- SOURCE MATERIAL
━━━━━━━━━━

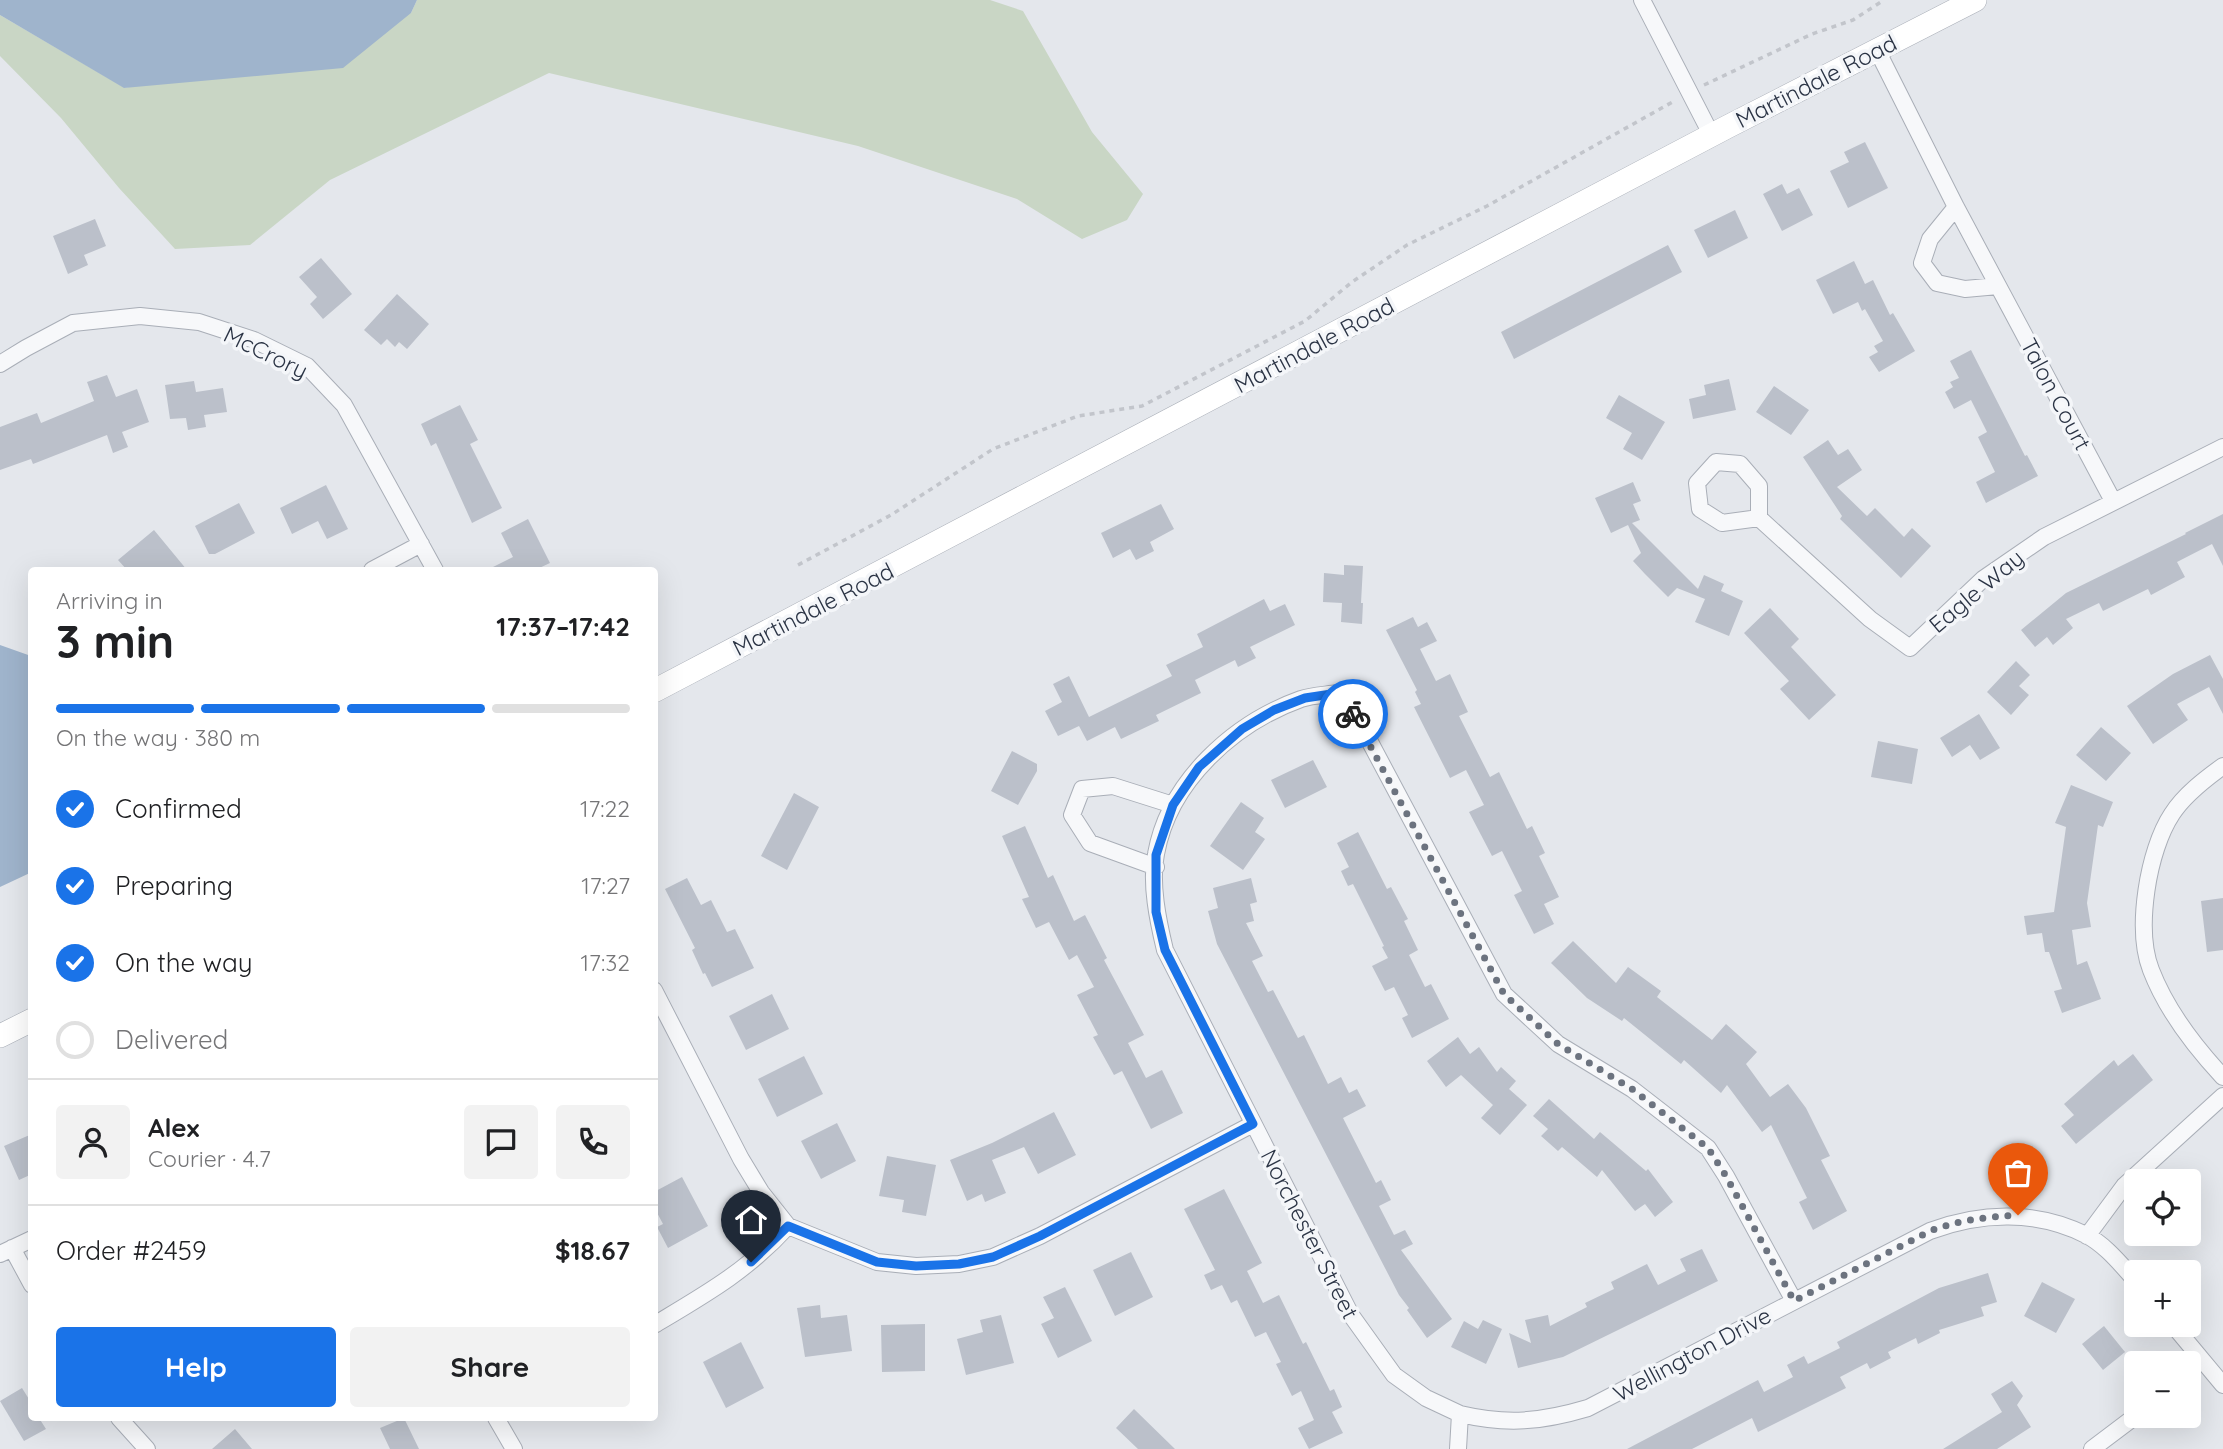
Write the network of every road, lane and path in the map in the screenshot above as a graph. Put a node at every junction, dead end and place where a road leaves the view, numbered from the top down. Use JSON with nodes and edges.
{"nodes":[{"id":1,"x":1642,"y":0,"type":"edge"},
{"id":2,"x":1884,"y":0,"type":"edge"},
{"id":3,"x":1975,"y":0,"type":"edge"},
{"id":4,"x":1877,"y":50,"type":"junction"},
{"id":5,"x":1690,"y":93,"type":"junction"},
{"id":6,"x":1712,"y":136,"type":"junction"},
{"id":7,"x":1956,"y":207,"type":"junction"},
{"id":8,"x":1998,"y":286,"type":"junction"},
{"id":9,"x":0,"y":364,"type":"edge"},
{"id":10,"x":2223,"y":447,"type":"edge"},
{"id":11,"x":2113,"y":501,"type":"junction"},
{"id":12,"x":1759,"y":518,"type":"junction"},
{"id":13,"x":421,"y":544,"type":"junction"},
{"id":14,"x":798,"y":565,"type":"dead end"},
{"id":15,"x":378,"y":567,"type":"edge"},
{"id":16,"x":433,"y":567,"type":"edge"},
{"id":17,"x":658,"y":689,"type":"edge"},
{"id":18,"x":2223,"y":766,"type":"edge"},
{"id":19,"x":1173,"y":805,"type":"junction"},
{"id":20,"x":1156,"y":867,"type":"junction"},
{"id":21,"x":658,"y":998,"type":"edge"},
{"id":22,"x":28,"y":1022,"type":"edge"},
{"id":23,"x":0,"y":1037,"type":"edge"},
{"id":24,"x":2223,"y":1077,"type":"edge"},
{"id":25,"x":2223,"y":1096,"type":"edge"},
{"id":26,"x":1253,"y":1124,"type":"junction"},
{"id":27,"x":788,"y":1226,"type":"junction"},
{"id":28,"x":2087,"y":1236,"type":"junction"},
{"id":29,"x":28,"y":1241,"type":"edge"},
{"id":30,"x":6,"y":1251,"type":"edge"},
{"id":31,"x":2124,"y":1268,"type":"edge"},
{"id":32,"x":28,"y":1280,"type":"edge"},
{"id":33,"x":1794,"y":1301,"type":"junction"},
{"id":34,"x":658,"y":1323,"type":"edge"},
{"id":35,"x":2183,"y":1337,"type":"edge"},
{"id":36,"x":2203,"y":1360,"type":"joint"},
{"id":37,"x":2223,"y":1385,"type":"edge"},
{"id":38,"x":1460,"y":1414,"type":"junction"},
{"id":39,"x":122,"y":1421,"type":"edge"},
{"id":40,"x":498,"y":1421,"type":"edge"},
{"id":41,"x":2124,"y":1425,"type":"edge"},
{"id":42,"x":147,"y":1449,"type":"edge"},
{"id":43,"x":514,"y":1449,"type":"edge"},
{"id":44,"x":1458,"y":1449,"type":"edge"},
{"id":45,"x":2092,"y":1449,"type":"edge"}],
"edges":[{"from":1,"to":5,"type":"street"},
{"from":2,"to":5,"type":"path"},
{"from":3,"to":4,"type":"street","name":"Martindale Road"},
{"from":4,"to":6,"type":"street","name":"Martindale Road"},
{"from":4,"to":7,"type":"street","name":"Talon Court"},
{"from":5,"to":6,"type":"street"},
{"from":5,"to":14,"type":"path"},
{"from":6,"to":17,"type":"street","name":"Martindale Road"},
{"from":7,"to":8,"type":"street","name":"Talon Court"},
{"from":7,"to":8,"type":"street"},
{"from":8,"to":11,"type":"street","name":"Talon Court"},
{"from":9,"to":13,"type":"street","name":"McCrory"},
{"from":10,"to":11,"type":"street","name":"Eagle Way"},
{"from":11,"to":12,"type":"street","name":"Eagle Way"},
{"from":12,"to":12,"type":"street"},
{"from":13,"to":15,"type":"street"},
{"from":13,"to":16,"type":"street","name":"McCrory"},
{"from":18,"to":24,"type":"street"},
{"from":19,"to":20,"type":"street","name":"Norchester Street"},
{"from":19,"to":20,"type":"street"},
{"from":19,"to":33,"type":"street","name":"Norchester Street"},
{"from":20,"to":26,"type":"street","name":"Norchester Street"},
{"from":21,"to":27,"type":"street"},
{"from":22,"to":23,"type":"street"},
{"from":25,"to":28,"type":"street"},
{"from":26,"to":27,"type":"street"},
{"from":26,"to":38,"type":"street","name":"Norchester Street"},
{"from":27,"to":34,"type":"street"},
{"from":28,"to":31,"type":"street","name":"Wellington Drive"},
{"from":28,"to":33,"type":"street","name":"Wellington Drive"},
{"from":29,"to":30,"type":"street"},
{"from":30,"to":32,"type":"street"},
{"from":33,"to":38,"type":"street","name":"Wellington Drive"},
{"from":35,"to":36,"type":"street"},
{"from":36,"to":37,"type":"street"},
{"from":38,"to":44,"type":"street"},
{"from":39,"to":42,"type":"street"},
{"from":40,"to":43,"type":"street"},
{"from":41,"to":45,"type":"street"}]}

━━━━━━━━━━

- HOW TO COMPLETE THIS TASK
Please reproduce all the material exactly. Pictures stay out of the copy.

- ANSWER BOX
Write the network of every road, lane and path in the map in the screenshot above as a graph. Put a node at every junction, dead end and place where a road leaves the view, numbered from the top down. Use JSON with nodes and edges.
{"nodes":[{"id":1,"x":1642,"y":0,"type":"edge"},
{"id":2,"x":1884,"y":0,"type":"edge"},
{"id":3,"x":1975,"y":0,"type":"edge"},
{"id":4,"x":1877,"y":50,"type":"junction"},
{"id":5,"x":1690,"y":93,"type":"junction"},
{"id":6,"x":1712,"y":136,"type":"junction"},
{"id":7,"x":1956,"y":207,"type":"junction"},
{"id":8,"x":1998,"y":286,"type":"junction"},
{"id":9,"x":0,"y":364,"type":"edge"},
{"id":10,"x":2223,"y":447,"type":"edge"},
{"id":11,"x":2113,"y":501,"type":"junction"},
{"id":12,"x":1759,"y":518,"type":"junction"},
{"id":13,"x":421,"y":544,"type":"junction"},
{"id":14,"x":798,"y":565,"type":"dead end"},
{"id":15,"x":378,"y":567,"type":"edge"},
{"id":16,"x":433,"y":567,"type":"edge"},
{"id":17,"x":658,"y":689,"type":"edge"},
{"id":18,"x":2223,"y":766,"type":"edge"},
{"id":19,"x":1173,"y":805,"type":"junction"},
{"id":20,"x":1156,"y":867,"type":"junction"},
{"id":21,"x":658,"y":998,"type":"edge"},
{"id":22,"x":28,"y":1022,"type":"edge"},
{"id":23,"x":0,"y":1037,"type":"edge"},
{"id":24,"x":2223,"y":1077,"type":"edge"},
{"id":25,"x":2223,"y":1096,"type":"edge"},
{"id":26,"x":1253,"y":1124,"type":"junction"},
{"id":27,"x":788,"y":1226,"type":"junction"},
{"id":28,"x":2087,"y":1236,"type":"junction"},
{"id":29,"x":28,"y":1241,"type":"edge"},
{"id":30,"x":6,"y":1251,"type":"edge"},
{"id":31,"x":2124,"y":1268,"type":"edge"},
{"id":32,"x":28,"y":1280,"type":"edge"},
{"id":33,"x":1794,"y":1301,"type":"junction"},
{"id":34,"x":658,"y":1323,"type":"edge"},
{"id":35,"x":2183,"y":1337,"type":"edge"},
{"id":36,"x":2203,"y":1360,"type":"joint"},
{"id":37,"x":2223,"y":1385,"type":"edge"},
{"id":38,"x":1460,"y":1414,"type":"junction"},
{"id":39,"x":122,"y":1421,"type":"edge"},
{"id":40,"x":498,"y":1421,"type":"edge"},
{"id":41,"x":2124,"y":1425,"type":"edge"},
{"id":42,"x":147,"y":1449,"type":"edge"},
{"id":43,"x":514,"y":1449,"type":"edge"},
{"id":44,"x":1458,"y":1449,"type":"edge"},
{"id":45,"x":2092,"y":1449,"type":"edge"}],
"edges":[{"from":1,"to":5,"type":"street"},
{"from":2,"to":5,"type":"path"},
{"from":3,"to":4,"type":"street","name":"Martindale Road"},
{"from":4,"to":6,"type":"street","name":"Martindale Road"},
{"from":4,"to":7,"type":"street","name":"Talon Court"},
{"from":5,"to":6,"type":"street"},
{"from":5,"to":14,"type":"path"},
{"from":6,"to":17,"type":"street","name":"Martindale Road"},
{"from":7,"to":8,"type":"street","name":"Talon Court"},
{"from":7,"to":8,"type":"street"},
{"from":8,"to":11,"type":"street","name":"Talon Court"},
{"from":9,"to":13,"type":"street","name":"McCrory"},
{"from":10,"to":11,"type":"street","name":"Eagle Way"},
{"from":11,"to":12,"type":"street","name":"Eagle Way"},
{"from":12,"to":12,"type":"street"},
{"from":13,"to":15,"type":"street"},
{"from":13,"to":16,"type":"street","name":"McCrory"},
{"from":18,"to":24,"type":"street"},
{"from":19,"to":20,"type":"street","name":"Norchester Street"},
{"from":19,"to":20,"type":"street"},
{"from":19,"to":33,"type":"street","name":"Norchester Street"},
{"from":20,"to":26,"type":"street","name":"Norchester Street"},
{"from":21,"to":27,"type":"street"},
{"from":22,"to":23,"type":"street"},
{"from":25,"to":28,"type":"street"},
{"from":26,"to":27,"type":"street"},
{"from":26,"to":38,"type":"street","name":"Norchester Street"},
{"from":27,"to":34,"type":"street"},
{"from":28,"to":31,"type":"street","name":"Wellington Drive"},
{"from":28,"to":33,"type":"street","name":"Wellington Drive"},
{"from":29,"to":30,"type":"street"},
{"from":30,"to":32,"type":"street"},
{"from":33,"to":38,"type":"street","name":"Wellington Drive"},
{"from":35,"to":36,"type":"street"},
{"from":36,"to":37,"type":"street"},
{"from":38,"to":44,"type":"street"},
{"from":39,"to":42,"type":"street"},
{"from":40,"to":43,"type":"street"},
{"from":41,"to":45,"type":"street"}]}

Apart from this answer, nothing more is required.